= Exercise directions =
Using the records beneath, say how many lines contain the word "Avenue", without comment.

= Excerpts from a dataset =

-*-*-

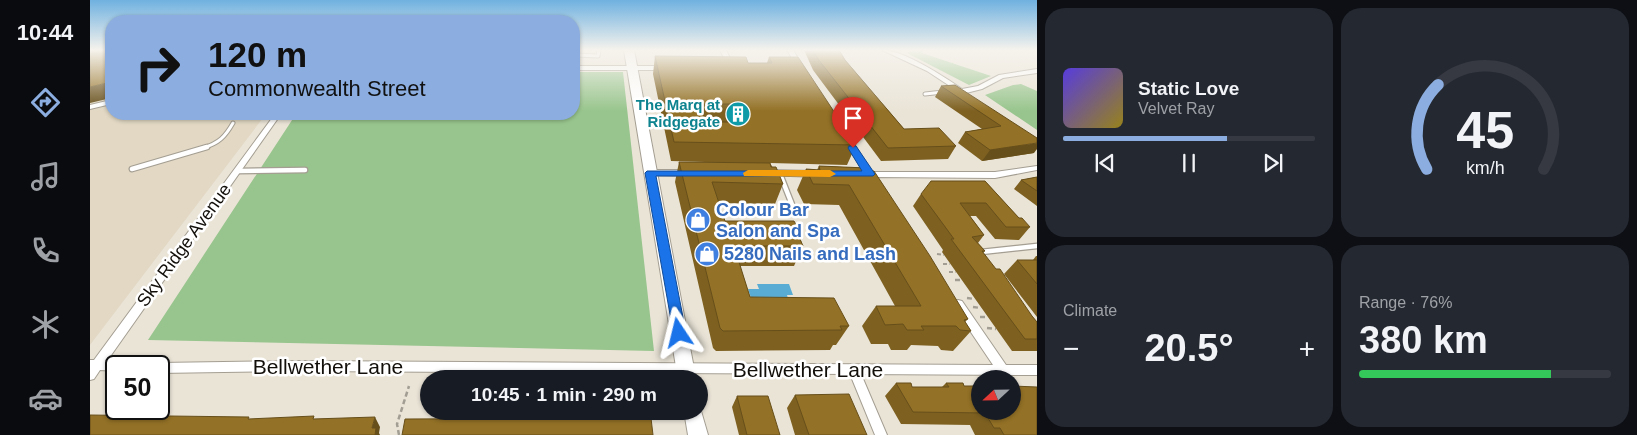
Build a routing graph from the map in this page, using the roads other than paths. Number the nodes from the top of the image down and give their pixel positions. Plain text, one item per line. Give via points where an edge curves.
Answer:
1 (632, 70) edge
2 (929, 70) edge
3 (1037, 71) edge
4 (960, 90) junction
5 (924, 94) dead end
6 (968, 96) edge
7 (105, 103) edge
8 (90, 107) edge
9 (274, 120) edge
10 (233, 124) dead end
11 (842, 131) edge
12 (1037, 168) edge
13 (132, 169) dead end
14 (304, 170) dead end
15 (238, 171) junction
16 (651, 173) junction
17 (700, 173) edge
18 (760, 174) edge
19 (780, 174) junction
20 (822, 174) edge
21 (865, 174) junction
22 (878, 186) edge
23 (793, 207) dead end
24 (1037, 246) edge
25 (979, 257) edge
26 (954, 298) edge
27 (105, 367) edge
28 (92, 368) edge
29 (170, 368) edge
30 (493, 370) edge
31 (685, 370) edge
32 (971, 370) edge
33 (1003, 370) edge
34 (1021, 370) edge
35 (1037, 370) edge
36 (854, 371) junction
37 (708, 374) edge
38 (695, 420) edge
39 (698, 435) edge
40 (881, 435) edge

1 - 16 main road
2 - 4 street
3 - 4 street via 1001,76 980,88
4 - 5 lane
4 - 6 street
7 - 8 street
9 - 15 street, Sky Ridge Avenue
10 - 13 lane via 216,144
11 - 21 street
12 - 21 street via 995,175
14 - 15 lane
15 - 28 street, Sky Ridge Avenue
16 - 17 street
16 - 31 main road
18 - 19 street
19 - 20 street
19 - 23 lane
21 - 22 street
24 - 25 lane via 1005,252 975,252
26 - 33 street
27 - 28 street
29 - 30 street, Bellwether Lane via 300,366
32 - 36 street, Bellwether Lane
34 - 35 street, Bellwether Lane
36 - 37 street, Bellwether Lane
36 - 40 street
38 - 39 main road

-*-*-

= Result below =
2